→ **What you should do**:
Only the lines below from the one containing "I need the junctions and links of all roads and" through the one containing "Turn all roads" belong in the answer, repeated exactly and without pictures.
* * * * * * * * *
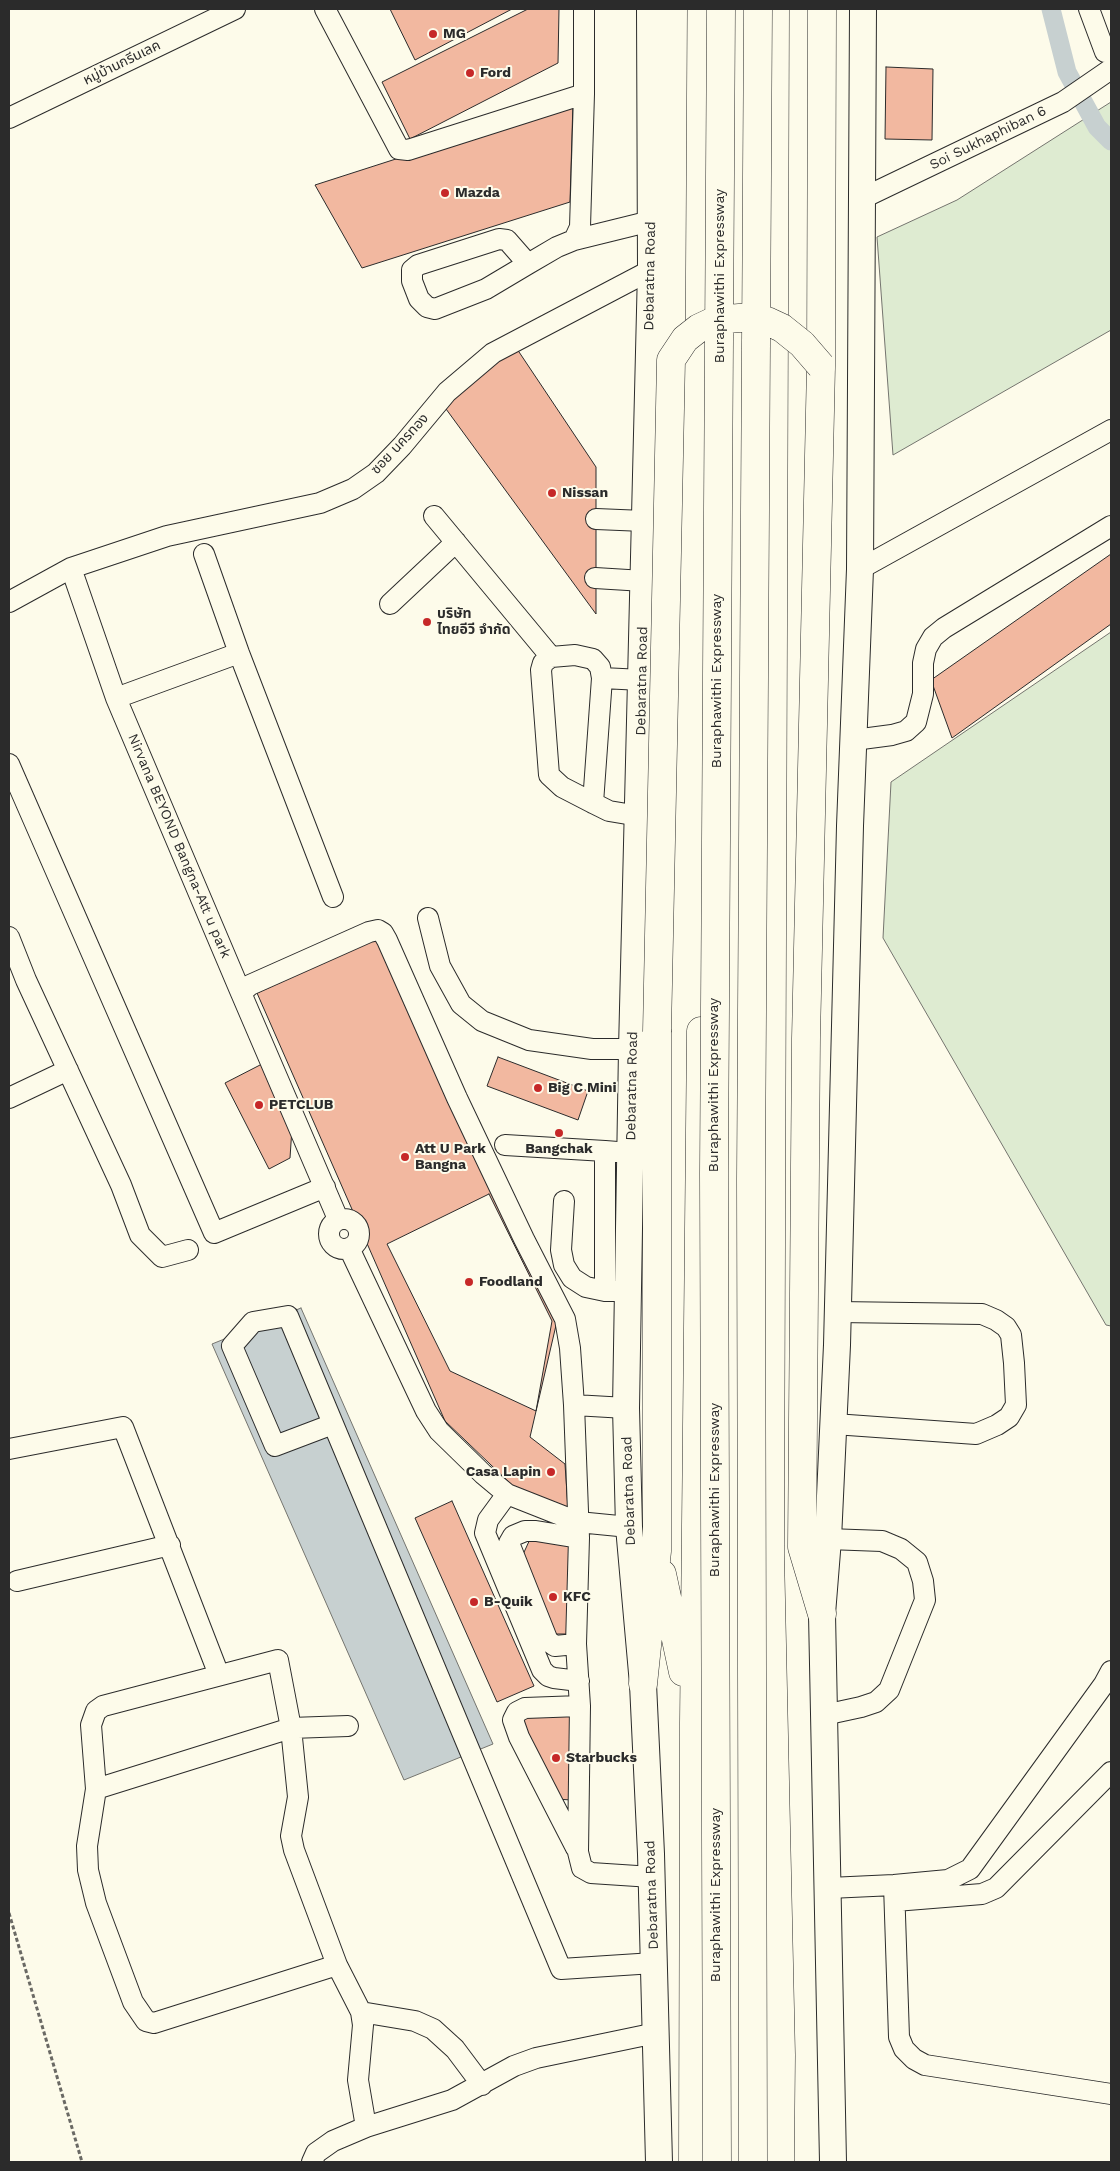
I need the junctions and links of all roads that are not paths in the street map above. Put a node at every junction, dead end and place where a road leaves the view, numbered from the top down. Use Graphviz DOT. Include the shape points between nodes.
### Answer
graph roads {
  1 [pos="235,9"];
  2 [pos="325,9"];
  3 [pos="584,9"];
  4 [pos="650,9"];
  5 [pos="673,9"];
  6 [pos="711,9"];
  7 [pos="721,9"];
  8 [pos="758,9"];
  9 [pos="775,9"];
  10 [pos="822,9"];
  11 [pos="863,9"];
  12 [pos="1089,9"];
  13 [pos="1105,67"];
  14 [pos="584,94"];
  15 [pos="9,118"];
  16 [pos="861,199"];
  17 [pos="650,221"];
  18 [pos="574,240"];
  19 [pos="528,264"];
  20 [pos="651,270"];
  21 [pos="671,360"];
  22 [pos="821,366"];
  23 [pos="1111,430"];
  24 [pos="434,516"];
  25 [pos="596,519"];
  26 [pos="644,521"];
  27 [pos="1111,526"];
  28 [pos="456,542"];
  29 [pos="204,554"];
  30 [pos="70,568"];
  31 [pos="860,569"];
  32 [pos="596,578"];
  33 [pos="644,581"];
  34 [pos="9,602"];
  35 [pos="390,604"];
  36 [pos="239,653"];
  37 [pos="551,657"];
  38 [pos="602,678"];
  39 [pos="642,680"];
  40 [pos="116,698"];
  41 [pos="854,740"];
  42 [pos="9,764"];
  43 [pos="593,803"];
  44 [pos="639,816"];
  45 [pos="333,897"];
  46 [pos="428,918"];
  47 [pos="9,937"];
  48 [pos="241,993"];
  49 [pos="632,1049"];
  50 [pos="68,1070"];
  51 [pos="9,1098"];
  52 [pos="505,1145"];
  53 [pos="618,1152"];
  54 [pos="325,1187"];
  55 [pos="564,1201"];
  56 [pos="188,1250"];
  57 [pos="617,1291"];
  58 [pos="838,1312"];
  59 [pos="574,1405"];
  60 [pos="626,1408"];
  61 [pos="333,1424"];
  62 [pos="834,1424"];
  63 [pos="9,1449"];
  64 [pos="507,1494"];
  65 [pos="629,1527"];
  66 [pos="579,1530"];
  67 [pos="828,1539"];
  68 [pos="170,1545"];
  69 [pos="802,1546"];
  70 [pos="658,1551"];
  71 [pos="770,1554"];
  72 [pos="18,1581"];
  73 [pos="822,1614"];
  74 [pos="576,1644"];
  75 [pos="1111,1671"];
  76 [pos="219,1675"];
  77 [pos="579,1681"];
  78 [pos="643,1684"];
  79 [pos="580,1706"];
  80 [pos="824,1714"];
  81 [pos="694,1722"];
  82 [pos="348,1726"];
  83 [pos="291,1728"];
  84 [pos="1111,1772"];
  85 [pos="96,1789"];
  86 [pos="578,1852"];
  87 [pos="652,1877"];
  88 [pos="829,1888"];
  89 [pos="894,1893"];
  90 [pos="654,1963"];
  91 [pos="337,1965"];
  92 [pos="361,2012"];
  93 [pos="656,2033"];
  94 [pos="482,2085"];
  95 [pos="1111,2094"];
  96 [pos="366,2127"];
  97 [pos="333,2141"];
  98 [pos="312,2162"];
  99 [pos="332,2162"];
  100 [pos="659,2162"];
  101 [pos="693,2162"];
  102 [pos="717,2162"];
  103 [pos="754,2162"];
  104 [pos="780,2162"];
  105 [pos="833,2162"];
  1 -- 15 [label="street, หมู่บ้านกรีนเลค"];
  2 -- 14 [label="street" via="400,149 408,150"];
  3 -- 14 [label="street"];
  4 -- 17 [label="main road, Debaratna Road"];
  5 -- 21 [label="highway"];
  6 -- 81 [label="highway"];
  7 -- 102 [label="highway, Buraphawithi Expressway, bridge" via="714,1173"];
  8 -- 103 [label="highway, bridge" via="751,1178"];
  9 -- 71 [label="highway"];
  10 -- 22 [label="highway"];
  11 -- 16 [label="main road"];
  12 -- 13 [label="street"];
  13 -- 16 [label="street, Soi Sukhaphiban 6" via="1063,102"];
  14 -- 18 [label="street" via="580,227"];
  16 -- 31 [label="main road"];
  17 -- 18 [label="street"];
  17 -- 20 [label="main road, Debaratna Road"];
  18 -- 19 [label="street"];
  19 -- 19 [label="street" via="486,288 435,309 427,307 419,299 412,280 412,270 418,264 499,239 513,245"];
  20 -- 26 [label="main road, Debaratna Road"];
  20 -- 30 [label="street, ซอย นครทอง" via="493,354 447,392 376,473 353,489 320,503 167,536"];
  21 -- 22 [label="highway, bridge" via="685,339 699,328 716,320 751,317 782,328"];
  21 -- 70 [label="highway, bridge" via="657,1032"];
  22 -- 69 [label="highway" via="806,1038"];
  23 -- 31 [label="street"];
  24 -- 28 [label="street"];
  25 -- 26 [label="street"];
  26 -- 33 [label="main road, Debaratna Road"];
  27 -- 41 [label="street" via="933,637 926,648 923,694 916,722 906,731"];
  28 -- 35 [label="street"];
  28 -- 37 [label="street"];
  29 -- 36 [label="street"];
  30 -- 34 [label="street, ซอย นครทอง"];
  30 -- 40 [label="street, Nirvana BEYOND Bangna-Att u park"];
  31 -- 41 [label="main road"];
  32 -- 33 [label="street"];
  33 -- 39 [label="main road, Debaratna Road"];
  36 -- 40 [label="street"];
  36 -- 45 [label="street"];
  37 -- 38 [label="street" via="575,655 593,659 600,667"];
  37 -- 43 [label="street" via="543,663 541,670 549,775 562,787"];
  38 -- 39 [label="street"];
  38 -- 43 [label="street"];
  39 -- 44 [label="main road, Debaratna Road"];
  40 -- 48 [label="street, Nirvana BEYOND Bangna-Att u park"];
  41 -- 58 [label="main road"];
  42 -- 54 [label="street" via="214,1233"];
  43 -- 44 [label="street" via="609,811"];
  44 -- 49 [label="main road, Debaratna Road"];
  46 -- 49 [label="street" via="440,966 461,1004 482,1021 529,1040 592,1049"];
  47 -- 50 [label="street"];
  48 -- 54 [label="street, Nirvana BEYOND Bangna-Att u park"];
  48 -- 59 [label="street" via="250,985 369,932 378,930 383,933 470,1125 565,1319"];
  49 -- 53 [label="main road, Debaratna Road"];
  50 -- 51 [label="street"];
  50 -- 56 [label="street" via="140,1234 162,1257"];
  52 -- 53 [label="street"];
  53 -- 57 [label="main road, Debaratna Road"];
  54 -- 64 [label="street, Nirvana BEYOND Bangna-Att u park" via="338,1219 353,1221 358,1229 358,1239 349,1248 433,1423"];
  55 -- 57 [label="street" via="561,1250 564,1265 572,1278 586,1288"];
  57 -- 60 [label="main road, Debaratna Road"];
  58 -- 62 [label="main road"];
  58 -- 62 [label="street" via="982,1314 996,1320 1011,1335 1016,1405 1010,1417 976,1434"];
  59 -- 60 [label="street"];
  59 -- 66 [label="street"];
  60 -- 65 [label="main road, Debaratna Road"];
  61 -- 61 [label="street" via="288,1316 253,1322 232,1346 275,1446"];
  61 -- 90 [label="street" via="561,1969"];
  62 -- 67 [label="main road"];
  63 -- 68 [label="street" via="123,1427"];
  64 -- 66 [label="street"];
  64 -- 77 [label="street" via="488,1520 485,1533 542,1670 554,1678"];
  65 -- 66 [label="street"];
  65 -- 78 [label="main road, Debaratna Road"];
  66 -- 74 [label="street"];
  66 -- 74 [label="street" via="525,1531 513,1536 509,1543 548,1641 555,1646"];
  67 -- 73 [label="main road"];
  67 -- 80 [label="street" via="882,1541 901,1549 917,1562 924,1600 889,1690 876,1702 861,1708"];
  68 -- 72 [label="street"];
  68 -- 76 [label="street"];
  69 -- 71 [label="highway"];
  69 -- 73 [label="highway"];
  70 -- 78 [label="highway"];
  70 -- 81 [label="highway"];
  71 -- 104 [label="highway" via="781,2055"];
  73 -- 80 [label="main road"];
  74 -- 77 [label="street"];
  75 -- 89 [label="street" via="970,1869 948,1880"];
  76 -- 83 [label="street" via="278,1660"];
  76 -- 85 [label="street" via="96,1710 91,1725"];
  77 -- 79 [label="street"];
  78 -- 87 [label="main road, Debaratna Road"];
  79 -- 86 [label="street"];
  79 -- 86 [label="street" via="525,1708 515,1714 513,1723"];
  80 -- 88 [label="main road"];
  81 -- 101 [label="highway"];
  82 -- 83 [label="street"];
  83 -- 85 [label="street"];
  83 -- 91 [label="street" via="298,1797 291,1836"];
  84 -- 89 [label="street" via="996,1888 982,1894"];
  85 -- 91 [label="street" via="87,1846 88,1870 96,1903 133,2002 146,2021 154,2023"];
  86 -- 87 [label="street" via="582,1868 591,1873"];
  87 -- 90 [label="main road, Debaratna Road"];
  88 -- 89 [label="street"];
  88 -- 105 [label="main road"];
  89 -- 95 [label="street" via="899,2037 904,2049 925,2065"];
  90 -- 93 [label="main road, Debaratna Road"];
  91 -- 92 [label="street"];
  92 -- 94 [label="street" via="415,2021 433,2029 455,2049"];
  92 -- 96 [label="street" via="363,2025 358,2080"];
  93 -- 94 [label="street" via="536,2058 514,2066"];
  93 -- 100 [label="main road, Debaratna Road"];
  94 -- 96 [label="street" via="452,2100"];
  96 -- 97 [label="street"];
  97 -- 98 [label="street" via="316,2153"];
  97 -- 99 [label="street"];
}
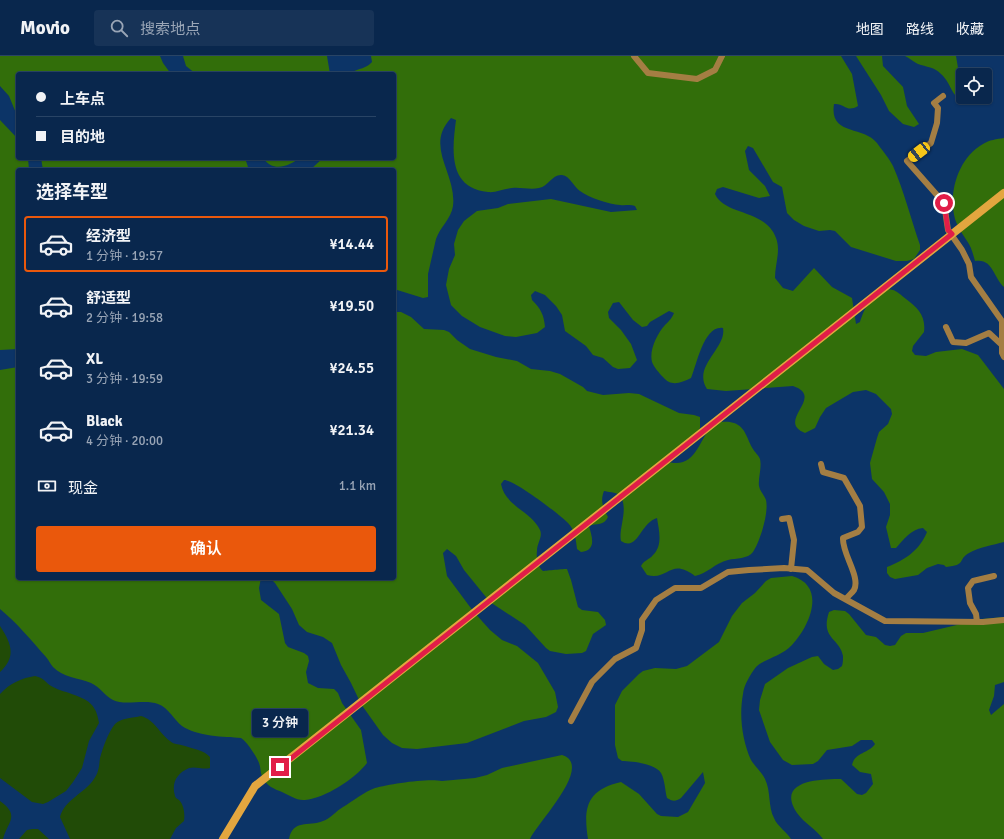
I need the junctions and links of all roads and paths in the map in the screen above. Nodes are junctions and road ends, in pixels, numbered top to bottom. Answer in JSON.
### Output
{"nodes":[{"id":1,"x":634,"y":56,"type":"edge"},
{"id":2,"x":722,"y":56,"type":"edge"},
{"id":3,"x":943,"y":96,"type":"dead end"},
{"id":4,"x":1004,"y":192,"type":"edge"},
{"id":5,"x":952,"y":234,"type":"junction"},
{"id":6,"x":946,"y":327,"type":"dead end"},
{"id":7,"x":1002,"y":344,"type":"junction"},
{"id":8,"x":1004,"y":357,"type":"edge"},
{"id":9,"x":821,"y":464,"type":"dead end"},
{"id":10,"x":782,"y":519,"type":"dead end"},
{"id":11,"x":791,"y":569,"type":"junction"},
{"id":12,"x":994,"y":576,"type":"dead end"},
{"id":13,"x":846,"y":599,"type":"junction"},
{"id":14,"x":1004,"y":620,"type":"edge"},
{"id":15,"x":977,"y":622,"type":"junction"},
{"id":16,"x":572,"y":721,"type":"dead end"},
{"id":17,"x":223,"y":839,"type":"edge"}],
"edges":[{"from":1,"to":2,"type":"street"},
{"from":3,"to":5,"type":"street"},
{"from":4,"to":5,"type":"street"},
{"from":5,"to":7,"type":"street"},
{"from":5,"to":17,"type":"street"},
{"from":6,"to":7,"type":"street"},
{"from":7,"to":8,"type":"street"},
{"from":9,"to":13,"type":"street"},
{"from":10,"to":11,"type":"street"},
{"from":11,"to":13,"type":"street"},
{"from":11,"to":16,"type":"street"},
{"from":12,"to":15,"type":"street"},
{"from":13,"to":15,"type":"street"},
{"from":14,"to":15,"type":"street"}]}
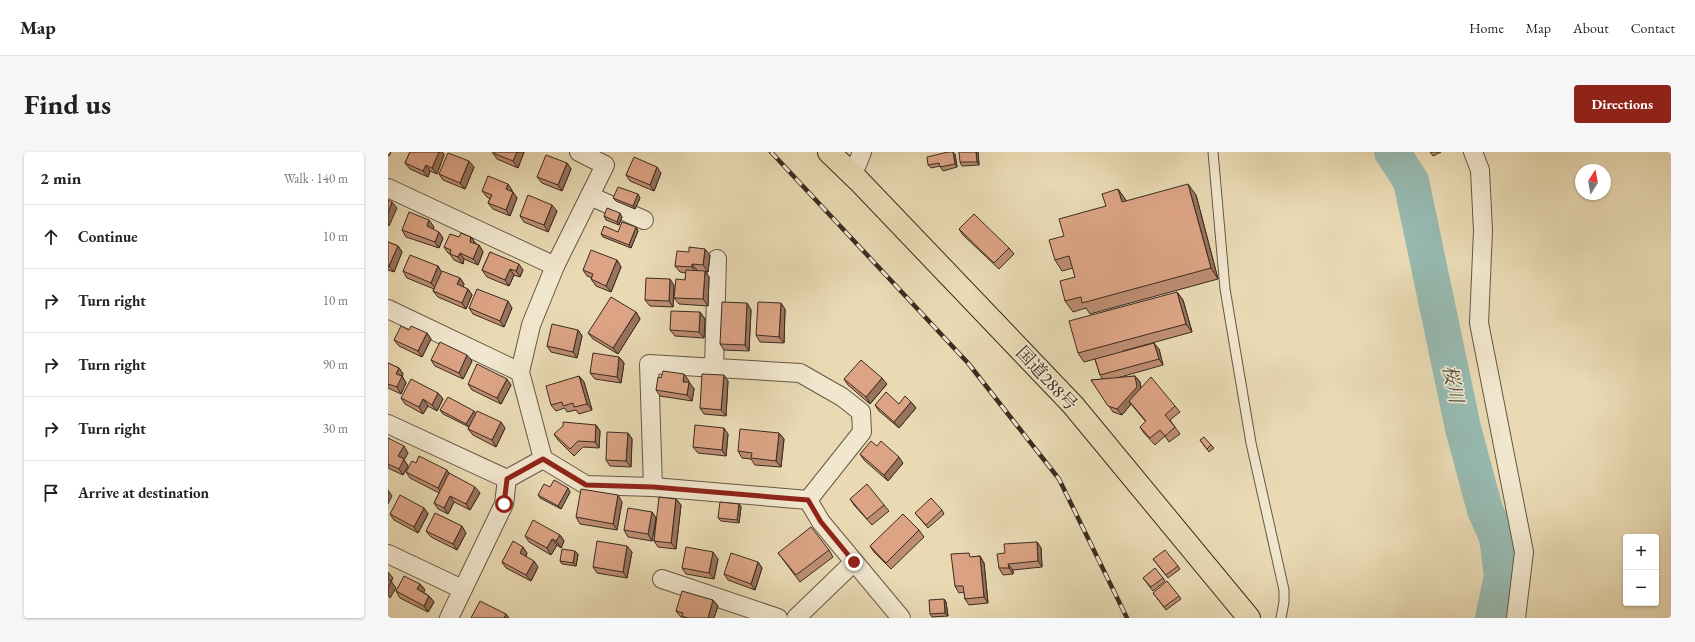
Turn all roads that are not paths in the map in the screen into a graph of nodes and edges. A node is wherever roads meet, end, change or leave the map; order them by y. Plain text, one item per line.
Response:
1 (579, 152) edge
2 (829, 152) edge
3 (862, 152) edge
4 (1213, 152) edge
5 (1473, 152) edge
6 (853, 174) junction
7 (388, 188) edge
8 (590, 196) junction
9 (644, 220) dead end
10 (717, 259) dead end
11 (555, 266) junction
12 (388, 309) edge
13 (714, 368) junction
14 (520, 372) junction
15 (388, 424) edge
16 (543, 459) junction
17 (507, 479) junction
18 (653, 487) junction
19 (808, 500) junction
20 (388, 554) edge
21 (854, 562) junction
22 (662, 579) dead end
23 (462, 589) junction
24 (449, 618) edge
25 (778, 618) edge
26 (796, 618) edge
27 (901, 618) edge
28 (1249, 618) edge
29 (1281, 618) edge
30 (1516, 618) edge

1 - 8 street
2 - 6 highway, 国道288号
3 - 6 street
4 - 29 lane
5 - 30 street
6 - 28 highway, 国道288号
7 - 11 street
8 - 9 street
8 - 11 street
10 - 13 street
11 - 14 street
12 - 14 street
13 - 18 street
13 - 19 street
14 - 16 street
15 - 17 street
16 - 17 street
16 - 18 street
17 - 23 street
18 - 19 street
19 - 21 street
20 - 23 street
21 - 26 street
21 - 27 street
22 - 25 street
23 - 24 street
* * * * * * * * *
→ **Result of the exercise**:
I need the junctions and links of all roads and paths in the map in the screen above. Nodes are junctions and road ends, in pixels, numbered top to bottom. Answer in JSON.
### Output
{"nodes":[{"id":1,"x":634,"y":56,"type":"edge"},
{"id":2,"x":722,"y":56,"type":"edge"},
{"id":3,"x":943,"y":96,"type":"dead end"},
{"id":4,"x":1004,"y":192,"type":"edge"},
{"id":5,"x":952,"y":234,"type":"junction"},
{"id":6,"x":946,"y":327,"type":"dead end"},
{"id":7,"x":1002,"y":344,"type":"junction"},
{"id":8,"x":1004,"y":357,"type":"edge"},
{"id":9,"x":821,"y":464,"type":"dead end"},
{"id":10,"x":782,"y":519,"type":"dead end"},
{"id":11,"x":791,"y":569,"type":"junction"},
{"id":12,"x":994,"y":576,"type":"dead end"},
{"id":13,"x":846,"y":599,"type":"junction"},
{"id":14,"x":1004,"y":620,"type":"edge"},
{"id":15,"x":977,"y":622,"type":"junction"},
{"id":16,"x":572,"y":721,"type":"dead end"},
{"id":17,"x":223,"y":839,"type":"edge"}],
"edges":[{"from":1,"to":2,"type":"street"},
{"from":3,"to":5,"type":"street"},
{"from":4,"to":5,"type":"street"},
{"from":5,"to":7,"type":"street"},
{"from":5,"to":17,"type":"street"},
{"from":6,"to":7,"type":"street"},
{"from":7,"to":8,"type":"street"},
{"from":9,"to":13,"type":"street"},
{"from":10,"to":11,"type":"street"},
{"from":11,"to":13,"type":"street"},
{"from":11,"to":16,"type":"street"},
{"from":12,"to":15,"type":"street"},
{"from":13,"to":15,"type":"street"},
{"from":14,"to":15,"type":"street"}]}
Turn all roads that are not paths in the map in the screen into a graph of nodes and edges. A node is wherever roads meet, end, change or leave the map; order them by y. Plain text, one item per line.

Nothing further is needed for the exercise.